493 pp. ISBN 0201-72152-X
The global scale of internetworked computers has placed increased emphasis on the security of the software implementing the clients and servers running on our networks. Indeed, many current computer security practices such as firewalls and intrusion detection systems can be attributed to the sloppy security practices used in the software they are entrusted to protect. "Building Secure Software" addresses many aspects of the process and practices that need to be followed to write secure software.
The authors rightly argue that the current "penetrate and patch" attitude common in many software development projects is not sustainable: software needs to be designed and implemented in a secure way from the ground up. Secure software has to address a number of different and sometimes conflicting goals including the prevention of security problems, traceability, monitoring, privacy, confidentiality, authentication, and integrity. As in all engineering, developers have to balance these requirements against tight budgets and event tighter deadlines. The risk management approach described in the book offers a way to appropriately address the importance of each requirement during the entire project's life cycle: from requirements, to design, to implementation, to security testing.
The choice of the implementation platform, and, recently, the decision to release source code for a project are important aspects influencing security. McGraw and Viega describe the many problems associated with using C/C++ as a development language (yet admit of commonly using it in their projects) and the issues associated with Java security. They also examine the security aspects of distributed object platforms, operating systems, and authentication technologies. The discussion of the open-source code model as a way to develop secure software is interesting and well-balanced.
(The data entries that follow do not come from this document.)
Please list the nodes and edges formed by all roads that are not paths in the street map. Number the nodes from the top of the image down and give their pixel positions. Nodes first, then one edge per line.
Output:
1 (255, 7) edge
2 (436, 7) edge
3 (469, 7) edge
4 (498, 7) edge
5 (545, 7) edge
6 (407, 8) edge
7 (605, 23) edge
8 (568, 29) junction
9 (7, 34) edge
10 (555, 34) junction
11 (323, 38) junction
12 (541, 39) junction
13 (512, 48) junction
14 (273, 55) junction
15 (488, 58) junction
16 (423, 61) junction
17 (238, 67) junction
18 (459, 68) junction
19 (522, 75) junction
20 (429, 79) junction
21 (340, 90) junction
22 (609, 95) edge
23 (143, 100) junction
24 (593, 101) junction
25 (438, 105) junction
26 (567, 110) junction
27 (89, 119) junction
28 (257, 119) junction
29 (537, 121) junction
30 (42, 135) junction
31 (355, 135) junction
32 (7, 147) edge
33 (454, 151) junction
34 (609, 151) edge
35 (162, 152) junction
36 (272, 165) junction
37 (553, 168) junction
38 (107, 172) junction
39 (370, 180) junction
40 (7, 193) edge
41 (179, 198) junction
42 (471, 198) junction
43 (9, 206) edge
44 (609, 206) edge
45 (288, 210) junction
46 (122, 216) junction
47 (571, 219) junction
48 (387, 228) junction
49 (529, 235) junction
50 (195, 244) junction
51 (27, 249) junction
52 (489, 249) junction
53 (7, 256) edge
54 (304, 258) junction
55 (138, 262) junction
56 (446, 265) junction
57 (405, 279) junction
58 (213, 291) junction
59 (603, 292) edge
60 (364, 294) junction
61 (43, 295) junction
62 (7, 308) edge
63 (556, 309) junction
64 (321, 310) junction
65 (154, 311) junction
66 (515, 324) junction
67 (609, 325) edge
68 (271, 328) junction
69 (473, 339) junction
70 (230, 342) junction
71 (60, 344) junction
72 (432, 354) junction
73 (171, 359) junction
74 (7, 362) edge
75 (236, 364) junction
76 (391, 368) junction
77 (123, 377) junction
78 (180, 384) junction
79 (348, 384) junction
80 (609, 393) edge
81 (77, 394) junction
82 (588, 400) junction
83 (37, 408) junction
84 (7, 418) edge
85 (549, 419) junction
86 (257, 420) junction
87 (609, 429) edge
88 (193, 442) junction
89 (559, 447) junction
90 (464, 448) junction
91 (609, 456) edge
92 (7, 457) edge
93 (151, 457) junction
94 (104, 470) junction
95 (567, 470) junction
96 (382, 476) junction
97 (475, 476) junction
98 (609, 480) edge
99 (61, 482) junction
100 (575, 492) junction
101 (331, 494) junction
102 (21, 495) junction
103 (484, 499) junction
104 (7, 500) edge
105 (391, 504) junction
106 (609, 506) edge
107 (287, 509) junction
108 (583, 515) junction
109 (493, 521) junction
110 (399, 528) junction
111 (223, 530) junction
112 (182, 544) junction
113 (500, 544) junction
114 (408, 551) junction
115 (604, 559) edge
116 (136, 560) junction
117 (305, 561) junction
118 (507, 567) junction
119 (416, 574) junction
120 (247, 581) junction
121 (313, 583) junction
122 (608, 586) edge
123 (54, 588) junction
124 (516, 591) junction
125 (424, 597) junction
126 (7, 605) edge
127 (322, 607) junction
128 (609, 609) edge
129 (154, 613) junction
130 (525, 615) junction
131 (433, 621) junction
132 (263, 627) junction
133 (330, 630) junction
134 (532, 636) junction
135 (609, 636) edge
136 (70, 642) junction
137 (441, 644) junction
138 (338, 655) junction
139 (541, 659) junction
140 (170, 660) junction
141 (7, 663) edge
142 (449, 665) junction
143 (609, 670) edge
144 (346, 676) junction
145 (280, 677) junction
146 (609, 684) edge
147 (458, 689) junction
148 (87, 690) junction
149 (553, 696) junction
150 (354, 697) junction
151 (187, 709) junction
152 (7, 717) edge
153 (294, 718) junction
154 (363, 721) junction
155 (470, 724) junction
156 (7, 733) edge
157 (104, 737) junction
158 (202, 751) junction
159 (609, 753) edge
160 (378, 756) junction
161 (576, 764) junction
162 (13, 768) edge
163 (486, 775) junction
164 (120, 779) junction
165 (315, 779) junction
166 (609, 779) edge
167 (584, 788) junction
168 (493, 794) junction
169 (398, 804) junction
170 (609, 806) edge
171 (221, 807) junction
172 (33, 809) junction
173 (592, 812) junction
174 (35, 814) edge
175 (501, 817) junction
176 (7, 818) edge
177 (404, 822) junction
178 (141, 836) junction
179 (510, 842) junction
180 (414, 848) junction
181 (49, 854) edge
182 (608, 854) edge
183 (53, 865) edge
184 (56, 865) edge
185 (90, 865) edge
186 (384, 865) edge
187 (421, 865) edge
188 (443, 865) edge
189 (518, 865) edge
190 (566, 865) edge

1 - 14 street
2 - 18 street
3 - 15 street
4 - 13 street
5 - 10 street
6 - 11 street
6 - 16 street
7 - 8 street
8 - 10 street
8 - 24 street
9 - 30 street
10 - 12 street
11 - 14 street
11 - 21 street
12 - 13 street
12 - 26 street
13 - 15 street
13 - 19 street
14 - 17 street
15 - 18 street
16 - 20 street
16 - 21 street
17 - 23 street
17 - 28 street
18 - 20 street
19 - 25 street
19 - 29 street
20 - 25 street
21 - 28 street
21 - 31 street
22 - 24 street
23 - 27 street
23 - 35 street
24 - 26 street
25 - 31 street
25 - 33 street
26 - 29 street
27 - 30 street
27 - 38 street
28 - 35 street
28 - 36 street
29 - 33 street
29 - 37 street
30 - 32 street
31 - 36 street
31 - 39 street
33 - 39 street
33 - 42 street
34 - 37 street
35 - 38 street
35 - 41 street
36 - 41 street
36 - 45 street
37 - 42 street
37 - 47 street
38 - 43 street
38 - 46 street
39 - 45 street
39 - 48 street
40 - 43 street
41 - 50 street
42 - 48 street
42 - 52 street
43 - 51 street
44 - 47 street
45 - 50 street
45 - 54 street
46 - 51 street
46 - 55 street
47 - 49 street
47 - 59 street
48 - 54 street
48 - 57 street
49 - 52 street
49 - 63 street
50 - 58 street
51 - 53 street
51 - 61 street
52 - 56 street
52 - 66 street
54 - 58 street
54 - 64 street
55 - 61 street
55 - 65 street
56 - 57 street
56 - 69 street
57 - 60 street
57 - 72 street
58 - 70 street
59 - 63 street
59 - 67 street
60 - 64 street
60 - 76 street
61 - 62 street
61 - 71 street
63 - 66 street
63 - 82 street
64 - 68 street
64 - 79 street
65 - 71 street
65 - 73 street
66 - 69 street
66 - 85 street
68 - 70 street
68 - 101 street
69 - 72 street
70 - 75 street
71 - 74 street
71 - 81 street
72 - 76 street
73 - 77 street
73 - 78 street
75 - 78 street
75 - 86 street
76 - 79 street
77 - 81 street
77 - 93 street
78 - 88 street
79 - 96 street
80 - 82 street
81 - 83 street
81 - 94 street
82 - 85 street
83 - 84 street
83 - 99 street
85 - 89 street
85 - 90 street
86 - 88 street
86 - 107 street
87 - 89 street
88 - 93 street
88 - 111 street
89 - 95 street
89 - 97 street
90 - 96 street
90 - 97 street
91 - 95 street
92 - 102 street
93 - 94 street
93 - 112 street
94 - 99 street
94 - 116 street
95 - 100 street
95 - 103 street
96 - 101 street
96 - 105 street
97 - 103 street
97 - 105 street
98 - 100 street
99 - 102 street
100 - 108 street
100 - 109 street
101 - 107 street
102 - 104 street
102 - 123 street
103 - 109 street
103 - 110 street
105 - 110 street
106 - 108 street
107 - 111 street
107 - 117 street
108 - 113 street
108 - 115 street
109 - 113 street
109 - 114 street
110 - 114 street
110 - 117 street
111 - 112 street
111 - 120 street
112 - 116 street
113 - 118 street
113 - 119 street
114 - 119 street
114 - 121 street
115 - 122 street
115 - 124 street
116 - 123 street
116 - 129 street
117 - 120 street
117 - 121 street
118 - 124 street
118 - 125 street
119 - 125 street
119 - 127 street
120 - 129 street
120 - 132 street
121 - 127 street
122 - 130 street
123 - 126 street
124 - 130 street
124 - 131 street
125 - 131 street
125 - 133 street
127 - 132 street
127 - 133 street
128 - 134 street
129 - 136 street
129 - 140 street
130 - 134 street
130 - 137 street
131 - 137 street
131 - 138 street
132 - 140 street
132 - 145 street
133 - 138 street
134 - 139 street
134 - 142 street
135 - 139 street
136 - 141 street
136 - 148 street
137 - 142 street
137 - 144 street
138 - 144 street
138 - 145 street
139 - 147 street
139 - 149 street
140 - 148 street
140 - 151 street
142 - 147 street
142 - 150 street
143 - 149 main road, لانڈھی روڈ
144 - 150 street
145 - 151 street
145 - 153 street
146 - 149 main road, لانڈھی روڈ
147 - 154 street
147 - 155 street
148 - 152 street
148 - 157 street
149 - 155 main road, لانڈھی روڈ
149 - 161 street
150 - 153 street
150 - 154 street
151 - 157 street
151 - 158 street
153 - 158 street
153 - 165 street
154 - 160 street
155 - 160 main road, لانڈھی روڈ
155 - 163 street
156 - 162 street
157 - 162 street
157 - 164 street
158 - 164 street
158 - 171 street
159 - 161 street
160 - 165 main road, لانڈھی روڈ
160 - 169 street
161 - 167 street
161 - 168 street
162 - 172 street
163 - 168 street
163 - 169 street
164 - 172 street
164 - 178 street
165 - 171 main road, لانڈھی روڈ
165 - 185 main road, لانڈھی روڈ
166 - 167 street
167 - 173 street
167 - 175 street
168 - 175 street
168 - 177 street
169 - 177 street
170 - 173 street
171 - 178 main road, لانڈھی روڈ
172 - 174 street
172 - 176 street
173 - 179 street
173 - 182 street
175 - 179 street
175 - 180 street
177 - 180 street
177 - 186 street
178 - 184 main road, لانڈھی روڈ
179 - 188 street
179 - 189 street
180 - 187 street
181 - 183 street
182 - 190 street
The authors espouse ten guiding principles for building secure software: from "secure the weakest link" to "use your community resources". Your reviewer found the description of the architectural security analysis through the use of attack trees and the overview of software auditing tools and techniques highly informative.
The rest of the book offers concrete practical advice on the actual task of coding secure software. Although it is difficult to discern the methodological principles guiding the division of the examined issues, the ground covers most common security problems. The advice is divided into areas according to the underlying low-level security implementation issues: buffer overflows, access, control, race conditions, randomness, cryptography application, trust management, password authentication, databases, clients, and firewalls. Many issues are illustrated using C (or, less commonly, Java) source code examples and, also, counterexamples from real incidents. Apart from an unwarranted, in your reviewers opinion, 30 page detailed description of stack overflow attacks (complete with examples of sample exploiting code), the treatment is well balanced and instructive. Microsoft Windows-related material appears sparsely among the many Unix-centered examples, but is not completely absent.
An appendix discussing cryptography basics, selected references, and a detailed index complete the book's offering. This is a book that will indeed help software practitioners design and implement secure software.